Keywords

These keywords were added by machine and not by the authors. This process is experimental and the keywords may be updated as the learning algorithm improves.

1 Introduction

Recently, with the rapid proliferation of wireless portable devices (e.g., smartphones, ipad, PDAs) with bluetooth or wi-fi, Opportunistic Mobile Social Networks (OMSNs) begin to emerge [13]. Opportunistic Mobile Social Networks combine opportunistic networks and social networks together. Previous studies have shown that the performance of such networks depends highly on the user’s social behavior as opportunistic networks and social networks share many common characteristics. Their common features motivate an increasing research interests in OMSNs, especially using the social network analysis technology to help the design of routing protocols [4].

Previous studies in OMSNs have proposed diverse metrics to measure the relative importance of a node in networks such as betweenness centrality, and closeness centrality [5]. However, when calculating such centrality metrics, the current studies focused on analyzing static networks that do not change over time or using aggregated contact information over a period of time. Actually, nodes in OMSNs are inherently dynamic, which is driven by natural social behaviour of human. Therefore, it is not prudent to assume stationary human behavior in the design of practical applications. In particular, many researchers have also observed that nodes in OMSNs have a regular pattern [6, 9]. For example, a student will go to school with his neighbours at morning every day, and have classes with his classmates in the classroom, which brings a regular pattern of physical contacts, etc., which in turn provides the periodicity seen in the underlying communication processes. Here, we make a simple assumption: since a node’s schedule is regular, if it is an important node in the network at current time, then it is highly possible that its importance in the future will be correlated with the importance at current time.

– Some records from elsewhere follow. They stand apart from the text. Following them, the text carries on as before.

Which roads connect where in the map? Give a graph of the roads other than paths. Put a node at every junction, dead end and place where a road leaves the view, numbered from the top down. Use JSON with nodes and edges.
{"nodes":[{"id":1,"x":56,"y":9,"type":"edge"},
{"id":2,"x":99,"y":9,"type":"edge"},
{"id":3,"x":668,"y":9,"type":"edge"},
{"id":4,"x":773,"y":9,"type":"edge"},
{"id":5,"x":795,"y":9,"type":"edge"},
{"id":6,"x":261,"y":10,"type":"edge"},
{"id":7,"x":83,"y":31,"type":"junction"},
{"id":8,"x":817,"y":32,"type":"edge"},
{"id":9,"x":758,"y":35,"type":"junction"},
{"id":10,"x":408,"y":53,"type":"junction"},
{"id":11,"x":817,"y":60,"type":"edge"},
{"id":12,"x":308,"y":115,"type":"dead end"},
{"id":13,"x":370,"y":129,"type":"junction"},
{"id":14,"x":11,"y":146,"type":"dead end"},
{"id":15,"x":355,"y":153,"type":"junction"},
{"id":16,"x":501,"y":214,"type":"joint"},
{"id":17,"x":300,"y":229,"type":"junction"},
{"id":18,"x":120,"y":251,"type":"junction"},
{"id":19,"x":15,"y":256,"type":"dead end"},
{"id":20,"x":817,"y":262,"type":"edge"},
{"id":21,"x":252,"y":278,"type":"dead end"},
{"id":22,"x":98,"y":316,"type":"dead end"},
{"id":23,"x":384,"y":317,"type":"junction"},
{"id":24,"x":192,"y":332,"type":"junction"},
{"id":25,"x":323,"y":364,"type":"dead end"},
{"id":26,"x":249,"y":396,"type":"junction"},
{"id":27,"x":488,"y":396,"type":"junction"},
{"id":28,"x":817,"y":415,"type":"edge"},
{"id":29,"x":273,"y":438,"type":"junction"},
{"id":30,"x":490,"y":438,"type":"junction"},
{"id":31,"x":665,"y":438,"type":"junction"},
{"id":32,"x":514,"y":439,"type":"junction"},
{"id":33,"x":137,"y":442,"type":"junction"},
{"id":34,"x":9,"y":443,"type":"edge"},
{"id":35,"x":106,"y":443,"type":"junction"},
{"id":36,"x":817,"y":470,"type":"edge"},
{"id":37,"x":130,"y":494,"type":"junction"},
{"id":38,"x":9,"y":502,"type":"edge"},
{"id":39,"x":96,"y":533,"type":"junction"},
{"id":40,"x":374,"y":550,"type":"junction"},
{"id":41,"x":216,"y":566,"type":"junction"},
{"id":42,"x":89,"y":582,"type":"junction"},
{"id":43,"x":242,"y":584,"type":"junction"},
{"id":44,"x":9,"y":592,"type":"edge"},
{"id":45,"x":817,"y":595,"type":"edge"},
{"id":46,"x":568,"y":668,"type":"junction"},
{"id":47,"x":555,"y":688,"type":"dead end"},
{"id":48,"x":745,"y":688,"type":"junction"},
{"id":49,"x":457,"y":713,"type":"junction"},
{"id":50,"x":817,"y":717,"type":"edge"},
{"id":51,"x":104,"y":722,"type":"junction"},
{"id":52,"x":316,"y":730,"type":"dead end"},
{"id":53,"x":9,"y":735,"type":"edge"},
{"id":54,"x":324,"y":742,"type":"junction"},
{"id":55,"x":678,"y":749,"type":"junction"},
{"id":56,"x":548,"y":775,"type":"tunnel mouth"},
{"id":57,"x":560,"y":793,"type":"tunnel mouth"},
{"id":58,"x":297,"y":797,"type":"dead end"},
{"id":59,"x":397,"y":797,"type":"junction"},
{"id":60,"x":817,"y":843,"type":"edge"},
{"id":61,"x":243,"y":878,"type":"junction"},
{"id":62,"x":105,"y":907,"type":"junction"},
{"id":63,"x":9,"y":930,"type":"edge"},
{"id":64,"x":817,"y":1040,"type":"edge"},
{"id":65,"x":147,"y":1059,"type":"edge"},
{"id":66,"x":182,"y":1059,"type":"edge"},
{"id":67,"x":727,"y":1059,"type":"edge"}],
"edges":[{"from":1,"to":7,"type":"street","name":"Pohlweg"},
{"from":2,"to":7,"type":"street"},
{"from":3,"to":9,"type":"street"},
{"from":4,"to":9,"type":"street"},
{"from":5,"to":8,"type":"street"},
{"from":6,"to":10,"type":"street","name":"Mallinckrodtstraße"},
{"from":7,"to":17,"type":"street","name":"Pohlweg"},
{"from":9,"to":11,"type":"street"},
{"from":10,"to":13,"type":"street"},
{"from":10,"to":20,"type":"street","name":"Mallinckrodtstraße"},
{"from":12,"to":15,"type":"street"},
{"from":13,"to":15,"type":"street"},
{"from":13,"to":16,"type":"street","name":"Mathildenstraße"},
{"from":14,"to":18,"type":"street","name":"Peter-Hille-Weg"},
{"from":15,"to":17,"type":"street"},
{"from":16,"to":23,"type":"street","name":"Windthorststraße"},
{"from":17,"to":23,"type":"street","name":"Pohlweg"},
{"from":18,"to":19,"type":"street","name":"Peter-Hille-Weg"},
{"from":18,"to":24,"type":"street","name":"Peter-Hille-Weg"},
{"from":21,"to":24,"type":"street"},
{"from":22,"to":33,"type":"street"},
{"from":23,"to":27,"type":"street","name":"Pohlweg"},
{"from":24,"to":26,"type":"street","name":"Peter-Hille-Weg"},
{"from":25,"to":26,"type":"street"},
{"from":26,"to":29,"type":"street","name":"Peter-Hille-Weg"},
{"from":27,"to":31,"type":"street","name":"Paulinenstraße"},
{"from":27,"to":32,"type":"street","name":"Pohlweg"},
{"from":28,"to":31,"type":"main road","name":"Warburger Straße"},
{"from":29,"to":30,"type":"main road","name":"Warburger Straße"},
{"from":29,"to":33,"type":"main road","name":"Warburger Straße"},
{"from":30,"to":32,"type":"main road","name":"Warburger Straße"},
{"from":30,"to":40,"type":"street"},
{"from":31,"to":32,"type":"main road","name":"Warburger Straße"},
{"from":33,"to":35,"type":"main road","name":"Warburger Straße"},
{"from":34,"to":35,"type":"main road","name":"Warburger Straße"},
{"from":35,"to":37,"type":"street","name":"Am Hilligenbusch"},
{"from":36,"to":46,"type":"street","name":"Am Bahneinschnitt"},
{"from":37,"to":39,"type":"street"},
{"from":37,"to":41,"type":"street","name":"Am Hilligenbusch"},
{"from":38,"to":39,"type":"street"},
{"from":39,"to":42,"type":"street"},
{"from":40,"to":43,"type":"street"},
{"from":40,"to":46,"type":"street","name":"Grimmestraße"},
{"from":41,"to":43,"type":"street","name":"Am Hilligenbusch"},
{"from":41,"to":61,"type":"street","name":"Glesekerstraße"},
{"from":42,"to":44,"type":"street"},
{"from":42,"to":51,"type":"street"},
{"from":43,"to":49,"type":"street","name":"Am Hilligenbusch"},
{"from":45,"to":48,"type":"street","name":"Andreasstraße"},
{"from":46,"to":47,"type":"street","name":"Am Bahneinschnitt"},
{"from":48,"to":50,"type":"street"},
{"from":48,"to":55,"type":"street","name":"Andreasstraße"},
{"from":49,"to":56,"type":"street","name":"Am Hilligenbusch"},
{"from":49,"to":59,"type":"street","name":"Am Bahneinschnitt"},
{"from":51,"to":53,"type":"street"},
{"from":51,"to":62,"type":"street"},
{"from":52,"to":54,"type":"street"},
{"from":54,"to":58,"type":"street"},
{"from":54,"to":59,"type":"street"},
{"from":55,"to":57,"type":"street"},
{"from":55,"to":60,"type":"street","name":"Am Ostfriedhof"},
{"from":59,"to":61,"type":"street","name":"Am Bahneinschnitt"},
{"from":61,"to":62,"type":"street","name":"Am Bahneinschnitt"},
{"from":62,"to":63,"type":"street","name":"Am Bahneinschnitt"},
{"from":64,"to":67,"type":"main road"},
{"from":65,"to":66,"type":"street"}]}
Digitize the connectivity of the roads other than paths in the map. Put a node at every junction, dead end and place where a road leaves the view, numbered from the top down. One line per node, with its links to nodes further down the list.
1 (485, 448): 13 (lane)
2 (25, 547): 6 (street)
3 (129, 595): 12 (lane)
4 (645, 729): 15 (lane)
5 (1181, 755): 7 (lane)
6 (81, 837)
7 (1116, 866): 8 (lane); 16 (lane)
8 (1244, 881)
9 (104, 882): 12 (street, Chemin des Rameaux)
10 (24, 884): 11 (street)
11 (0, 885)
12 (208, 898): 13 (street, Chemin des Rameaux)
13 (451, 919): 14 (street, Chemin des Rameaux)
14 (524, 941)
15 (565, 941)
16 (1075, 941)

In this paper, we therefore focus on predicting nodes’ future importance under two important metrics, namely betweenness, and closeness centrality, using different real mobility traces in OMSNs. Actually, some studies have attempted to capture the dynamic behaviour of human. Tang et al. [7] proposed temporal centrality metrics based on temporal paths in order to measure the importance of a node in a dynamic network. Kim et al. [8] proposed several methods to predict nodes’ importance in the future. Our work is similar to the work in [8], but we ignore the lagged time, and only predict the centrality value of a single time window in the network model, which makes the problem more clear and the prediction results more reasonable. Our contributions in this paper are three-folds:

  1. 1.

    Through real trace-driven simulations, we show that nodes’ centrality values are highly correlated with their past recent centrality values, and also have periodical behavior at 24 h difference.

  2. 2.

    Based on the observations, we design several intuitive prediction methods, to predict nodes’ future temporal centrality.

  3. 3.

    We evaluate the performance of the proposed prediction methods using different real mobility traces, and show that the best-performing prediction functions are more accurate on average than just using the last centrality value.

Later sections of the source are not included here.